Eat Like an Olympian! Or Not…

by Louise | August 7th, 2012 | Eating Tips

If you ate like an Olympic athlete, would you be in better shape?

While it sounds like a vaguely plausible question at first, it actually doesn’t lend itself to a particularly useful answer. First of all, there are twenty-six different sports included in the 2012 Summer Olympics.

There is archery, athletics, water polo, weightlifting, and everything in between. With so many different sports requiring different levels of skill and fitness, you can imagine that diets among Olympic athletes vary quite a bit.

There are Olympic athletes who eat as little as 1,500 calories each day, and then those that consume over 5,000! With that said, it’s pretty clear that there is no such thing as an Olympic athlete diet.

If you did look in depth at a single sport or even a single athlete, you would most likely run into more trouble. Most Olympians spend all four years leading up to the event (and possibly/probably many more before that) focusing on training. The typical Olympic swimmer eats between 3,000 and 6,000 calories spread across many meals each day. If you literally wanted to eat like an Olympian, you would have to train like one as well.

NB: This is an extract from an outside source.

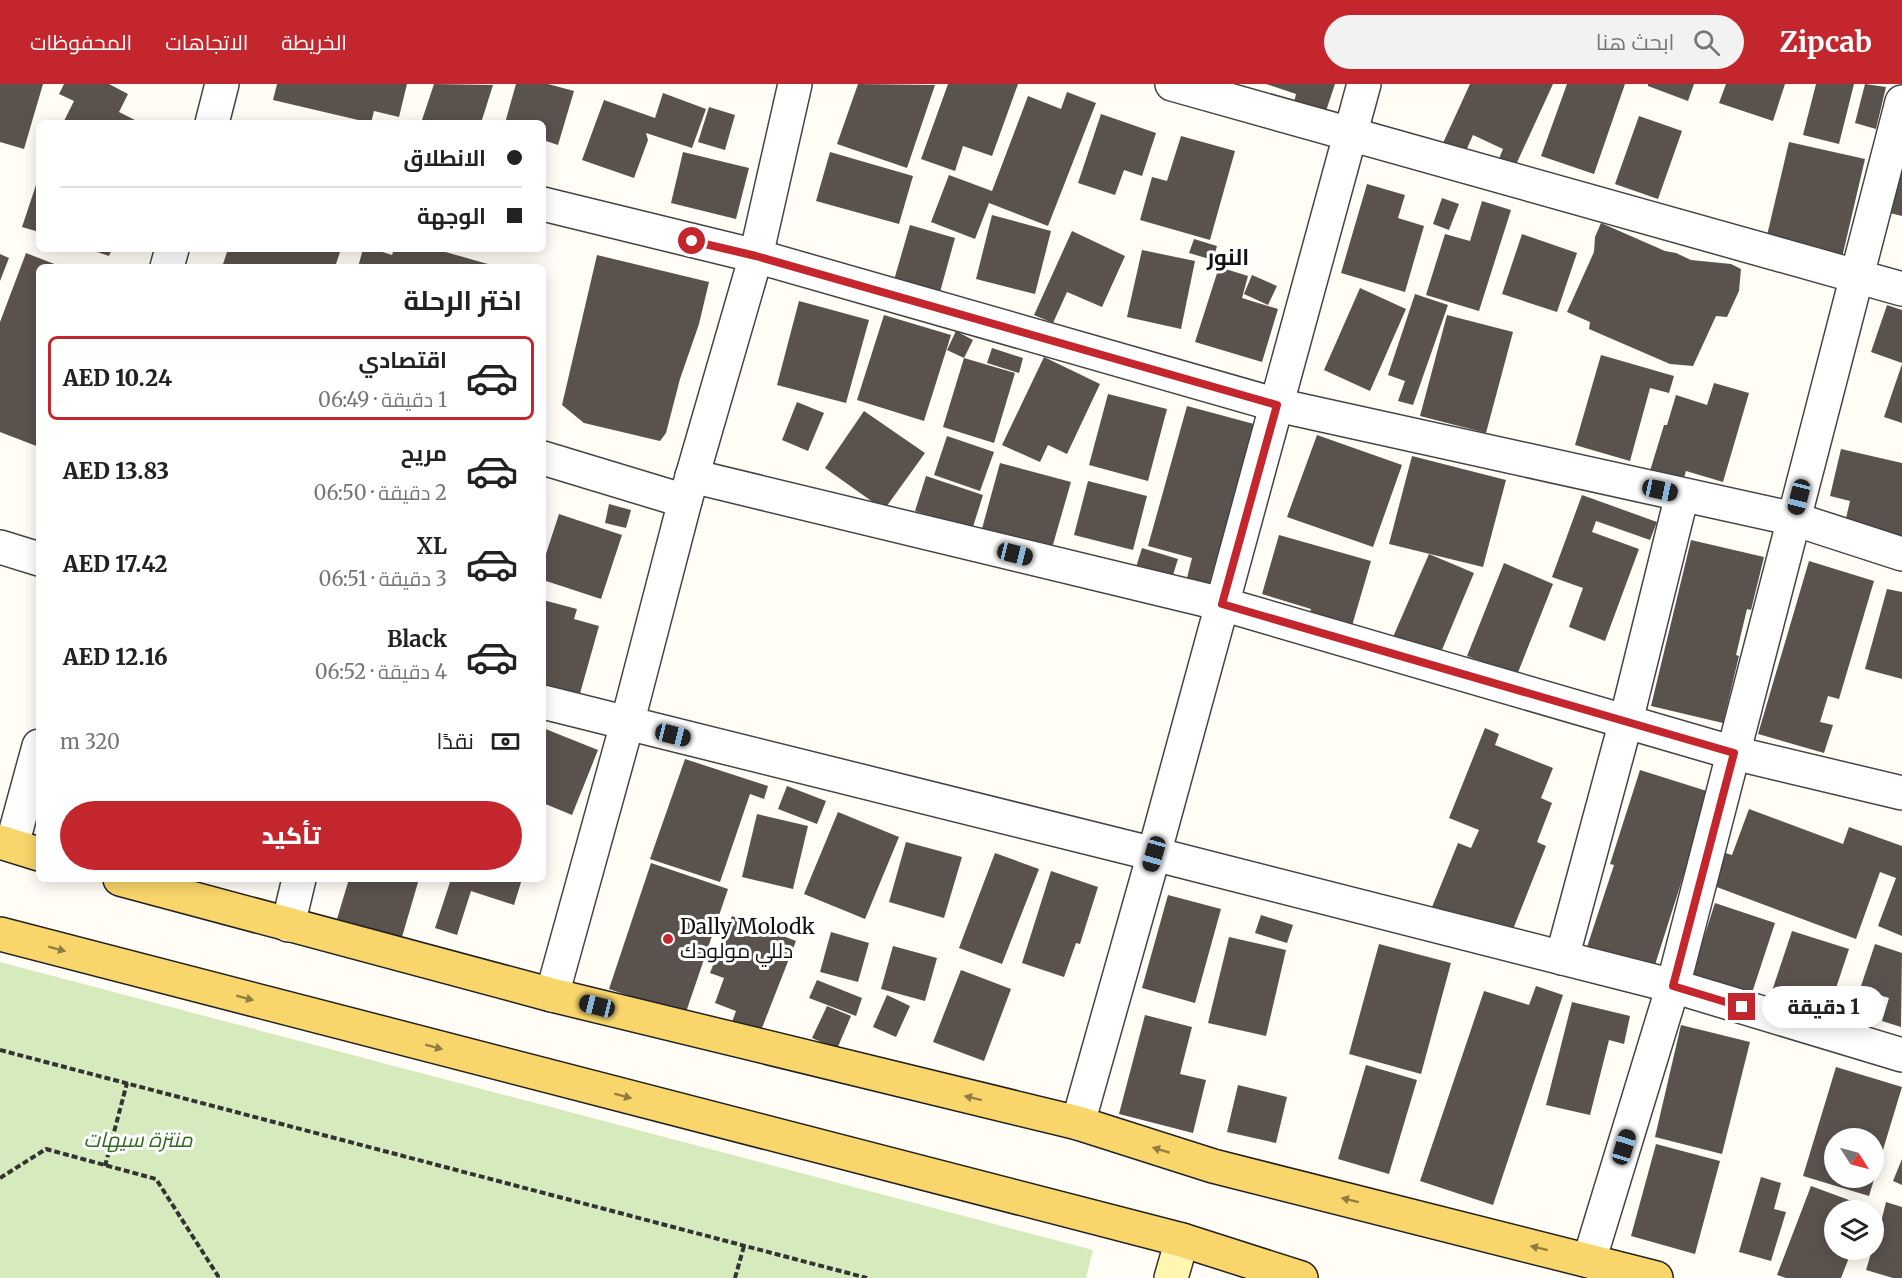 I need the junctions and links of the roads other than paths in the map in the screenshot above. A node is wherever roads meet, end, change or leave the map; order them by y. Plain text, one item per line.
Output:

Michael Phelps would not have been able to swim the 40+ miles that he did every week if he had another 40-hour job; that’s because swimming was his job. Do you know how many calories Phelps is rumored to consume in a day to sustain his workouts? 12,000 calories. If your typical diet is 2,000 calories and instead you ate 12,000 calories for a week (which I imagine would actually be very difficult to do), you would gain 20 pounds from those excess calories! Mimicking Phelps’ diet certainly won’t do you any good.

The diet of Jamaican sprinter Yohan Blake, which includes 16 ripe bananas (for their potassium) on a daily basis, is probably out of the question as well. One or two bananas per day might be a more reasonable amount for your everyday (5-6 days a week, rather) athlete.

I’m willing to bet that you can find a good number of Olympic athletes eating their fair share of junk food. After all, McDonald’s and Coca-Cola are still top sponsors for the Olympics. I wouldn’t be surprised if a few athletes have a habit of eating a specific “unhealthy” food before their event. I know a talented runner who has a can of Dr. Pepper before every cross country race, because she once drank it before the race in which she won a national title.

Bottom line: while eating well is a critical part of training for the majority of Olympic athletes, perhaps we should pay more attention to their performance in the sport rather than the cafeteria!